━━ DATA EXTRACT ━━

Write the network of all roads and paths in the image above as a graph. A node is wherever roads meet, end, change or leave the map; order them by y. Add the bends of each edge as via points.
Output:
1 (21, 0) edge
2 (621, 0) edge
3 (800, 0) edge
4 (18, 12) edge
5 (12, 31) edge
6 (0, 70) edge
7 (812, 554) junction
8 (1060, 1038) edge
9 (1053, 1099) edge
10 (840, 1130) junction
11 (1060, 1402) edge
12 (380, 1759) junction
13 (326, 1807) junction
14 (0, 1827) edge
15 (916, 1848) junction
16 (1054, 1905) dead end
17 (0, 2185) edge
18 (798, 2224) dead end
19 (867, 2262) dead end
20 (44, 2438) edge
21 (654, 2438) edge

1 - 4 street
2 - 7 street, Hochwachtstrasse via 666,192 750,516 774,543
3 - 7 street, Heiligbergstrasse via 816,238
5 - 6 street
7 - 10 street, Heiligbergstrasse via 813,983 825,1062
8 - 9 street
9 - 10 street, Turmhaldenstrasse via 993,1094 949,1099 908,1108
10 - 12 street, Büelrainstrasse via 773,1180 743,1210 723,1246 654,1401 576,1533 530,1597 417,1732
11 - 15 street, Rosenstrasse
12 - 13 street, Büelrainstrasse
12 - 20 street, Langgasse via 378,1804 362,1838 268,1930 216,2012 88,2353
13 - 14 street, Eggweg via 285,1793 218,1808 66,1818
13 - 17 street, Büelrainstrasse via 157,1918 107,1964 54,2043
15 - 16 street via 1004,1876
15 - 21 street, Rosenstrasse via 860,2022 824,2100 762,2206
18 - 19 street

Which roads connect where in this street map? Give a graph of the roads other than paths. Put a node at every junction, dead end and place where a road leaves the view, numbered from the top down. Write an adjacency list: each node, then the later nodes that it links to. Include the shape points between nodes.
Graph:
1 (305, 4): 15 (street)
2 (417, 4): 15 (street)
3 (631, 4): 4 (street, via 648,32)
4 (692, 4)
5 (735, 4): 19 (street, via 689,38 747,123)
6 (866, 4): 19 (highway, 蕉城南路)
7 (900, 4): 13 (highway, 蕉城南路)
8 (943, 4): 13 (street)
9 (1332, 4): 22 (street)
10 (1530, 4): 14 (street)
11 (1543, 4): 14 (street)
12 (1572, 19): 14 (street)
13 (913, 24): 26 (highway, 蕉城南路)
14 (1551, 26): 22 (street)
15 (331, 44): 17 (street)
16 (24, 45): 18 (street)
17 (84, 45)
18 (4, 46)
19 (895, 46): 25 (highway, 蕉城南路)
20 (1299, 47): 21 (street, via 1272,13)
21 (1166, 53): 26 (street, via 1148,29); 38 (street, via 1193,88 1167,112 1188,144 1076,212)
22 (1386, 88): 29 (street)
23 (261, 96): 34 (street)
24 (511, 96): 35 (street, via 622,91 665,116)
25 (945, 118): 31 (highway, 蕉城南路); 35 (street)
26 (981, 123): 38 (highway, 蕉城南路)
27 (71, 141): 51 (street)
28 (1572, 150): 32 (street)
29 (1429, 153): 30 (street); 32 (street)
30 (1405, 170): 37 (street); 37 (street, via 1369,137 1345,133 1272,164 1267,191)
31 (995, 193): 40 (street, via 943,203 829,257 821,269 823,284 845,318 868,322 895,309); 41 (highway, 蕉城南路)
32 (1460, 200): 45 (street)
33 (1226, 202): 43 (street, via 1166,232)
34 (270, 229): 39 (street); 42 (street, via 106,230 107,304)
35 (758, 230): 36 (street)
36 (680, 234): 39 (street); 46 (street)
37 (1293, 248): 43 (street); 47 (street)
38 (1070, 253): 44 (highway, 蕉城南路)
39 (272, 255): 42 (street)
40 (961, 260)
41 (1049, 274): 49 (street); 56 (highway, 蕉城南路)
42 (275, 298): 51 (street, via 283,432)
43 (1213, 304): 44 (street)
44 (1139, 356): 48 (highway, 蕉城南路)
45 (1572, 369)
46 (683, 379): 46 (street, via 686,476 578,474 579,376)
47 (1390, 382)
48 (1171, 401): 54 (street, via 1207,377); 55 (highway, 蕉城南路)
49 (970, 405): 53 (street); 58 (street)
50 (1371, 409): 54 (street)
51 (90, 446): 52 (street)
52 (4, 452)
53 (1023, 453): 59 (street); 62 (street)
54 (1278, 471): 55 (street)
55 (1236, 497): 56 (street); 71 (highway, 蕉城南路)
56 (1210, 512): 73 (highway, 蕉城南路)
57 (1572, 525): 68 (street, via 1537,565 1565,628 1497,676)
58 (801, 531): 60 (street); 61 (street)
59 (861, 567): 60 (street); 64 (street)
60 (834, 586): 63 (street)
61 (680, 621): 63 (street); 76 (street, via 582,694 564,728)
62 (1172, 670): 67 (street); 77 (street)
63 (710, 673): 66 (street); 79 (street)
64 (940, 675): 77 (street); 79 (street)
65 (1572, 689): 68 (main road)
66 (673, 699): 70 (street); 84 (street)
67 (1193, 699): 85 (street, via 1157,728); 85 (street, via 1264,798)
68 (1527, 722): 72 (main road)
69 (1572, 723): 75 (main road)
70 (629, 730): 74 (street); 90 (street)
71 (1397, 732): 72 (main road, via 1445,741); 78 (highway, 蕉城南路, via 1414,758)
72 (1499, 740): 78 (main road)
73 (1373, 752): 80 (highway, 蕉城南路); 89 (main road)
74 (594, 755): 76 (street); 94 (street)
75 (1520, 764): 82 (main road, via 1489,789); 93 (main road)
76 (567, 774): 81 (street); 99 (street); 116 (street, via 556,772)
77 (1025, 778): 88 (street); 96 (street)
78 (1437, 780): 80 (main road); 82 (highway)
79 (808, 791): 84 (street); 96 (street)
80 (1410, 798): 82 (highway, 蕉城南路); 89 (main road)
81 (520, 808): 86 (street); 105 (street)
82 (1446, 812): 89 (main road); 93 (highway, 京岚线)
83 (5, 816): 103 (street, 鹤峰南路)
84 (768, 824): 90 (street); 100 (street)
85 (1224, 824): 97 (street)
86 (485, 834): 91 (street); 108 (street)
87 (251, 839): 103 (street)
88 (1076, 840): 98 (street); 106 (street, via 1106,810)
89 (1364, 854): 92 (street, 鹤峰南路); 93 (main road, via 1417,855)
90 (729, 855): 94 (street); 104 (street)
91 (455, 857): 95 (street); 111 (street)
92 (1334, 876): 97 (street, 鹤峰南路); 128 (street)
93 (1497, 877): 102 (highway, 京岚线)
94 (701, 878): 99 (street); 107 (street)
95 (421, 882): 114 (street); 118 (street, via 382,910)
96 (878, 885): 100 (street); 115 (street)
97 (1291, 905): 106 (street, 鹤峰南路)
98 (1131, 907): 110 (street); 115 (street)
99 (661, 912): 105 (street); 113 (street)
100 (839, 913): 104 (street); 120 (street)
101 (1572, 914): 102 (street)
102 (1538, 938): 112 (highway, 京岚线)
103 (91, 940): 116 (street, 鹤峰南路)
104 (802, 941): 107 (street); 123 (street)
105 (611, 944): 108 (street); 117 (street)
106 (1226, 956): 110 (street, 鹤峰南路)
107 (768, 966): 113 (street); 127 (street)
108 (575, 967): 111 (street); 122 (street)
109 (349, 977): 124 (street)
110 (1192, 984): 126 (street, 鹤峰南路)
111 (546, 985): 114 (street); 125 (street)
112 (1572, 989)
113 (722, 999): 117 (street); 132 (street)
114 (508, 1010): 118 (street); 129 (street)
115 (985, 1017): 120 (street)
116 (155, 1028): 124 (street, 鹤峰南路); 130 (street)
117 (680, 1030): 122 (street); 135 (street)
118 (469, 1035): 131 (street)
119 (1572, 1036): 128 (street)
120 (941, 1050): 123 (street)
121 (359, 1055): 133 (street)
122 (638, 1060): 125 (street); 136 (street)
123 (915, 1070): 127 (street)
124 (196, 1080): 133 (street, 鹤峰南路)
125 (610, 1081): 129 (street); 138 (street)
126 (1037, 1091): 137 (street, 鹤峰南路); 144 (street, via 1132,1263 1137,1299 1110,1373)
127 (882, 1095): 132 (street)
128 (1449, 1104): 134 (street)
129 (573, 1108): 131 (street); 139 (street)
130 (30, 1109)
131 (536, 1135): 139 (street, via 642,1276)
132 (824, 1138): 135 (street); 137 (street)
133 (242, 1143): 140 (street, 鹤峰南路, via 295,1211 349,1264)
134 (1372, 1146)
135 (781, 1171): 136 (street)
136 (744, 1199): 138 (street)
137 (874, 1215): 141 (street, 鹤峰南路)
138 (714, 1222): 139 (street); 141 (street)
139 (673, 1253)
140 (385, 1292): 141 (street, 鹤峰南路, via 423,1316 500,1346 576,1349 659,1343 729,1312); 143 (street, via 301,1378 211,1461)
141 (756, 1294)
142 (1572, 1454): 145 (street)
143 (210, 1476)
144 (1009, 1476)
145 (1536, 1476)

━━━

AIM OF THE EXERCISE:
Filter the entries above down to the lines containing the word "dead".

EXPECTED OUTPUT:
16 (1054, 1905) dead end
18 (798, 2224) dead end
19 (867, 2262) dead end
Which roads connect where in this street map? Give a graph of the roads other than paths. Put a node at every junction, dead end and place where a road leaves the view, numbered from the top down. Write an adjacency list: each node, then the later nodes that it links to. Include the shape points between nodes.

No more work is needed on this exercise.